[PROBLEM TO WORK ON] Print all of the records. Exclude the images.
*** Opening INPUT RECORDS ***
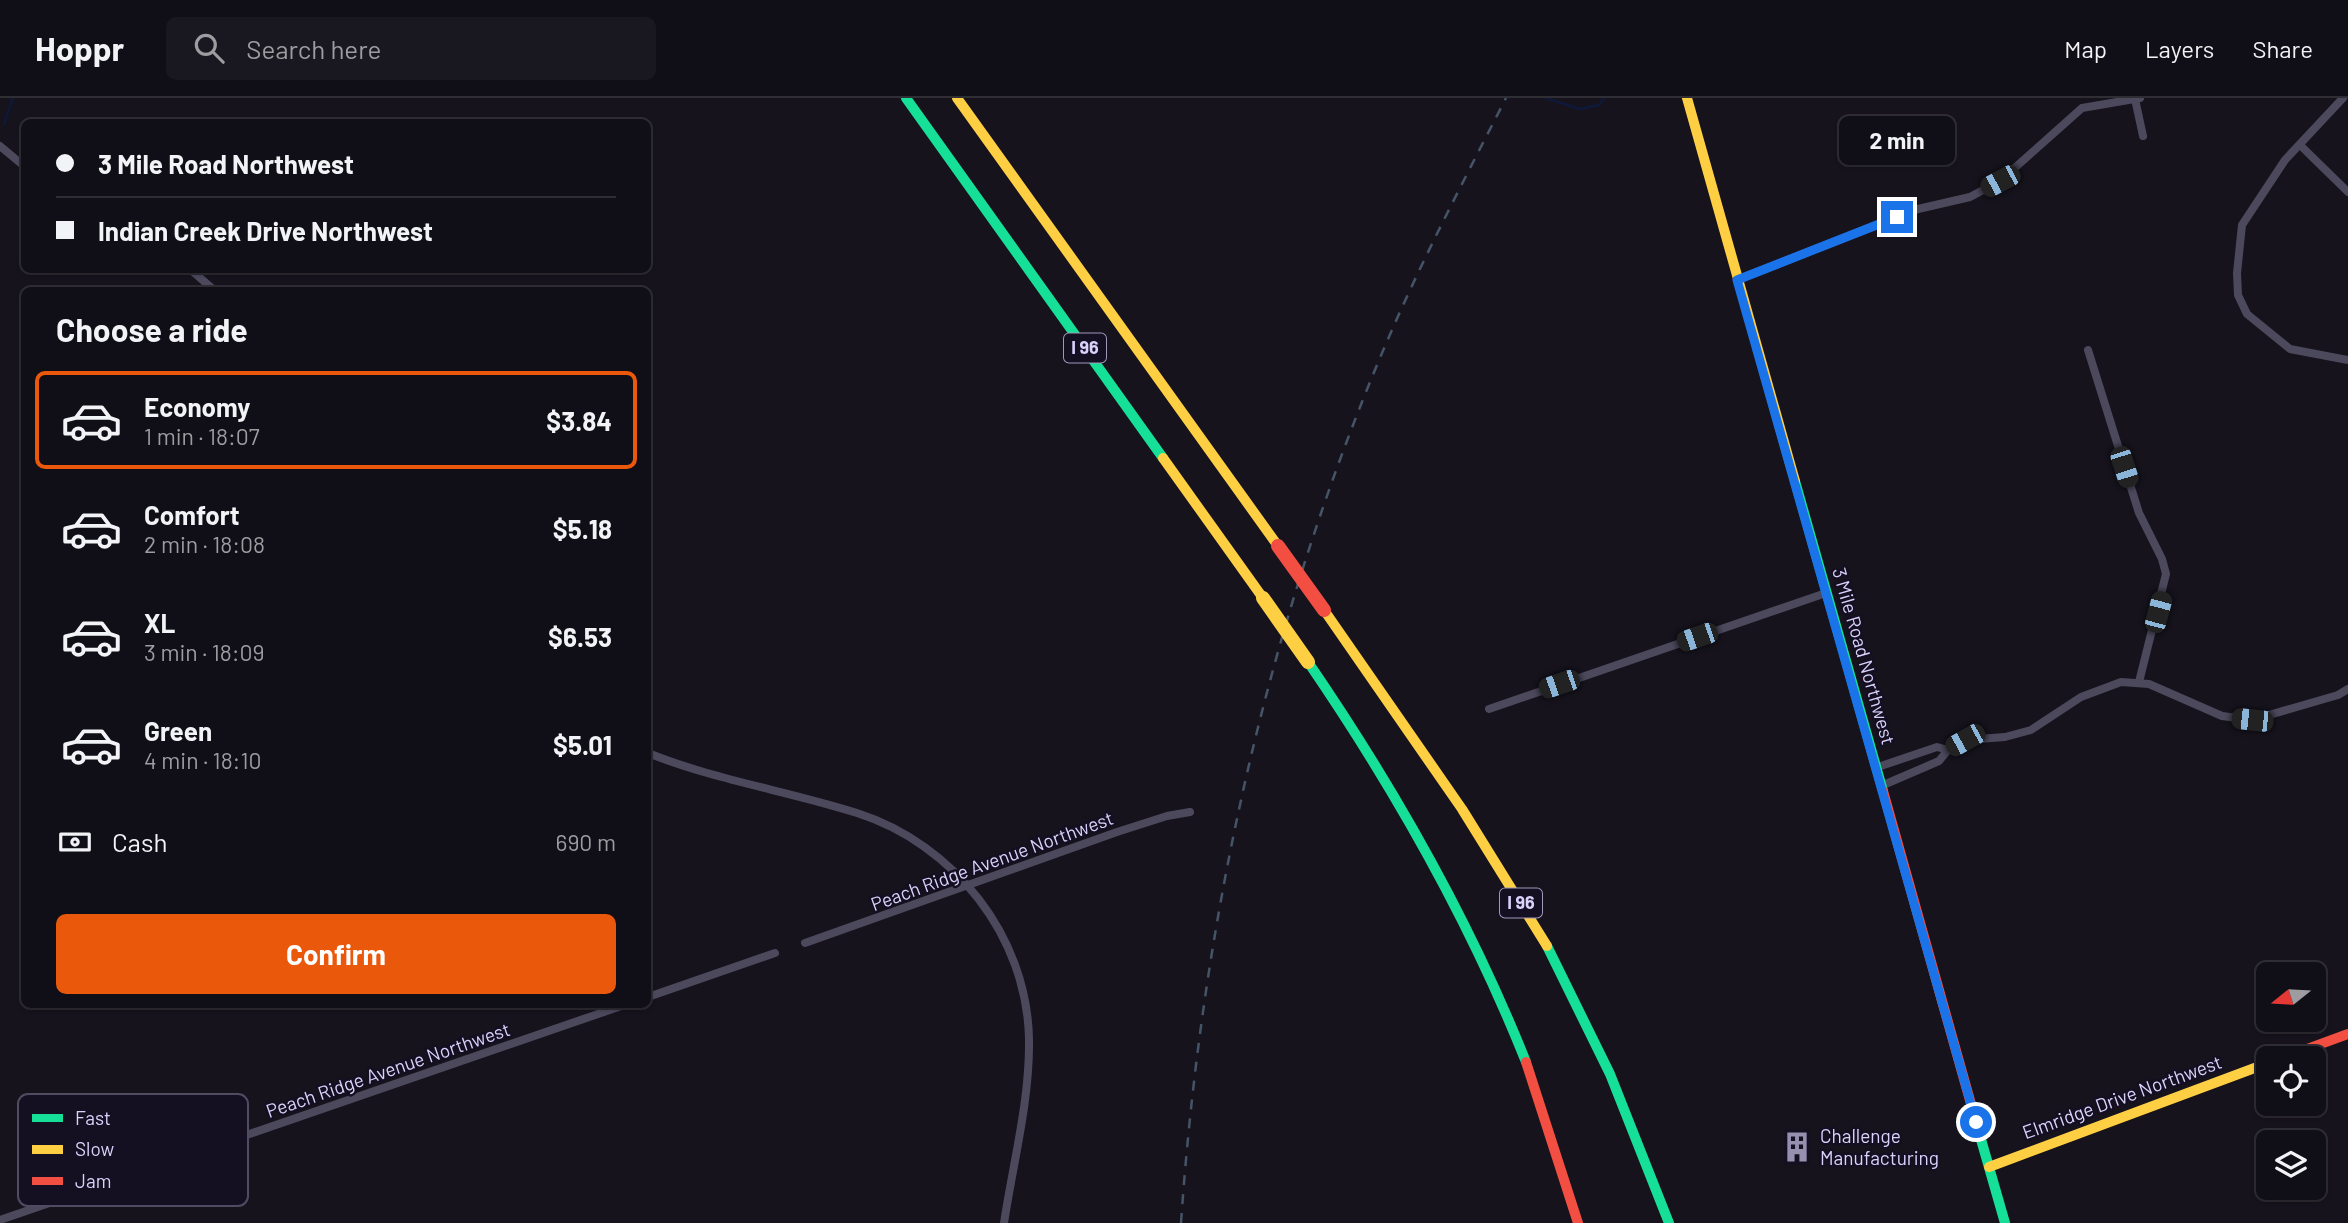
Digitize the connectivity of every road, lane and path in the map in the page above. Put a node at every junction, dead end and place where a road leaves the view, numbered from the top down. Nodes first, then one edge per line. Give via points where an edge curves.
1 (906, 98) edge
2 (957, 98) edge
3 (1687, 98) edge
4 (2079, 98) edge
5 (2343, 98) edge
6 (2137, 99) edge
7 (2082, 108) junction
8 (2143, 136) dead end
9 (0, 146) edge
10 (2301, 146) junction
11 (21, 164) edge
12 (2348, 192) edge
13 (194, 273) edge
14 (1737, 280) junction
15 (211, 287) edge
16 (2088, 350) dead end
17 (2348, 360) edge
18 (1826, 593) junction
19 (2139, 682) junction
20 (2348, 689) edge
21 (1489, 709) dead end
22 (1948, 750) junction
23 (651, 754) edge
24 (1875, 768) junction
25 (1881, 786) junction
26 (1190, 812) dead end
27 (970, 887) junction
28 (805, 943) dead end
29 (775, 953) dead end
30 (651, 996) edge
31 (615, 1008) edge
32 (2348, 1034) edge
33 (2315, 1046) edge
34 (2256, 1067) edge
35 (248, 1135) edge
36 (1989, 1167) junction
37 (41, 1206) edge
38 (0, 1220) edge
39 (1004, 1223) edge
40 (1578, 1223) edge
41 (1669, 1223) edge
42 (2005, 1223) edge

1 - 40 main road, I 96, bridge via 1369,748 1407,811 1460,910 1529,1067
2 - 41 main road, I 96, bridge via 1462,807 1539,932 1606,1066
3 - 14 main road, 3 Mile Road Northwest
4 - 7 street
5 - 10 street
6 - 7 street
6 - 8 street
7 - 14 street via 2000,181 1970,197 1919,209
9 - 11 street
10 - 12 street
10 - 17 street via 2285,160 2242,225 2238,295 2247,314 2290,349
13 - 15 street
14 - 18 main road, 3 Mile Road Northwest
16 - 19 street via 2139,513 2166,574
18 - 21 street
18 - 24 main road, 3 Mile Road Northwest
19 - 20 street via 2222,716 2252,720
19 - 22 street via 2097,690 2019,735 1965,740
22 - 24 street via 1937,747
22 - 25 street via 1939,761
23 - 27 street via 872,819 932,852
24 - 25 main road, 3 Mile Road Northwest
25 - 36 main road, 3 Mile Road Northwest
26 - 27 street, Peach Ridge Avenue Northwest via 1117,832
27 - 28 street, Peach Ridge Avenue Northwest
27 - 39 street via 995,922 1010,954 1027,1018 1024,1102
29 - 30 street
31 - 35 street, Peach Ridge Avenue Northwest
32 - 33 main road
34 - 36 main road, Elmridge Drive Northwest
36 - 42 main road, 3 Mile Road Northwest
37 - 38 street, Peach Ridge Avenue Northwest

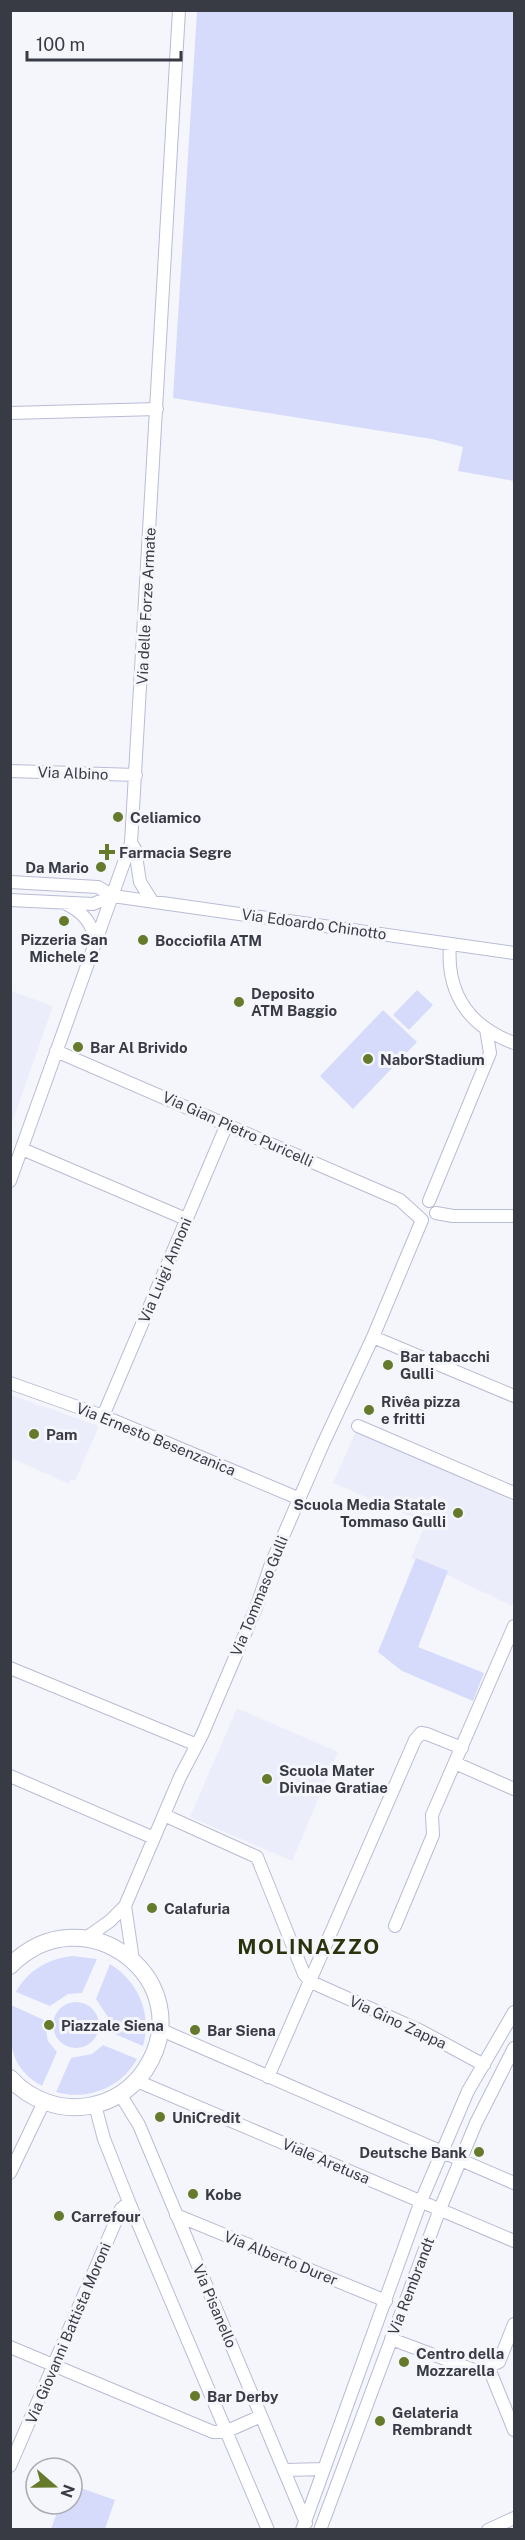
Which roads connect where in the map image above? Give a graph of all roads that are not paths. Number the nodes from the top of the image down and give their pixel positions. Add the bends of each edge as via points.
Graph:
*** Closing INPUT RECORDS ***
[OUTPUT]
Digitize the connectivity of every road, lane and path in the map in the page above. Put a node at every junction, dead end and place where a road leaves the view, numbered from the top down. Nodes first, then one edge per line. Give via points where an edge curves.
1 (906, 98) edge
2 (957, 98) edge
3 (1687, 98) edge
4 (2079, 98) edge
5 (2343, 98) edge
6 (2137, 99) edge
7 (2082, 108) junction
8 (2143, 136) dead end
9 (0, 146) edge
10 (2301, 146) junction
11 (21, 164) edge
12 (2348, 192) edge
13 (194, 273) edge
14 (1737, 280) junction
15 (211, 287) edge
16 (2088, 350) dead end
17 (2348, 360) edge
18 (1826, 593) junction
19 (2139, 682) junction
20 (2348, 689) edge
21 (1489, 709) dead end
22 (1948, 750) junction
23 (651, 754) edge
24 (1875, 768) junction
25 (1881, 786) junction
26 (1190, 812) dead end
27 (970, 887) junction
28 (805, 943) dead end
29 (775, 953) dead end
30 (651, 996) edge
31 (615, 1008) edge
32 (2348, 1034) edge
33 (2315, 1046) edge
34 (2256, 1067) edge
35 (248, 1135) edge
36 (1989, 1167) junction
37 (41, 1206) edge
38 (0, 1220) edge
39 (1004, 1223) edge
40 (1578, 1223) edge
41 (1669, 1223) edge
42 (2005, 1223) edge

1 - 40 main road, I 96, bridge via 1369,748 1407,811 1460,910 1529,1067
2 - 41 main road, I 96, bridge via 1462,807 1539,932 1606,1066
3 - 14 main road, 3 Mile Road Northwest
4 - 7 street
5 - 10 street
6 - 7 street
6 - 8 street
7 - 14 street via 2000,181 1970,197 1919,209
9 - 11 street
10 - 12 street
10 - 17 street via 2285,160 2242,225 2238,295 2247,314 2290,349
13 - 15 street
14 - 18 main road, 3 Mile Road Northwest
16 - 19 street via 2139,513 2166,574
18 - 21 street
18 - 24 main road, 3 Mile Road Northwest
19 - 20 street via 2222,716 2252,720
19 - 22 street via 2097,690 2019,735 1965,740
22 - 24 street via 1937,747
22 - 25 street via 1939,761
23 - 27 street via 872,819 932,852
24 - 25 main road, 3 Mile Road Northwest
25 - 36 main road, 3 Mile Road Northwest
26 - 27 street, Peach Ridge Avenue Northwest via 1117,832
27 - 28 street, Peach Ridge Avenue Northwest
27 - 39 street via 995,922 1010,954 1027,1018 1024,1102
29 - 30 street
31 - 35 street, Peach Ridge Avenue Northwest
32 - 33 main road
34 - 36 main road, Elmridge Drive Northwest
36 - 42 main road, 3 Mile Road Northwest
37 - 38 street, Peach Ridge Avenue Northwest

Which roads connect where in the map image above? Give a graph of all roads that are not paths. Number the nodes from the top of the image down and give their pixel positions. Add the bends of each edge as via points.
Graph:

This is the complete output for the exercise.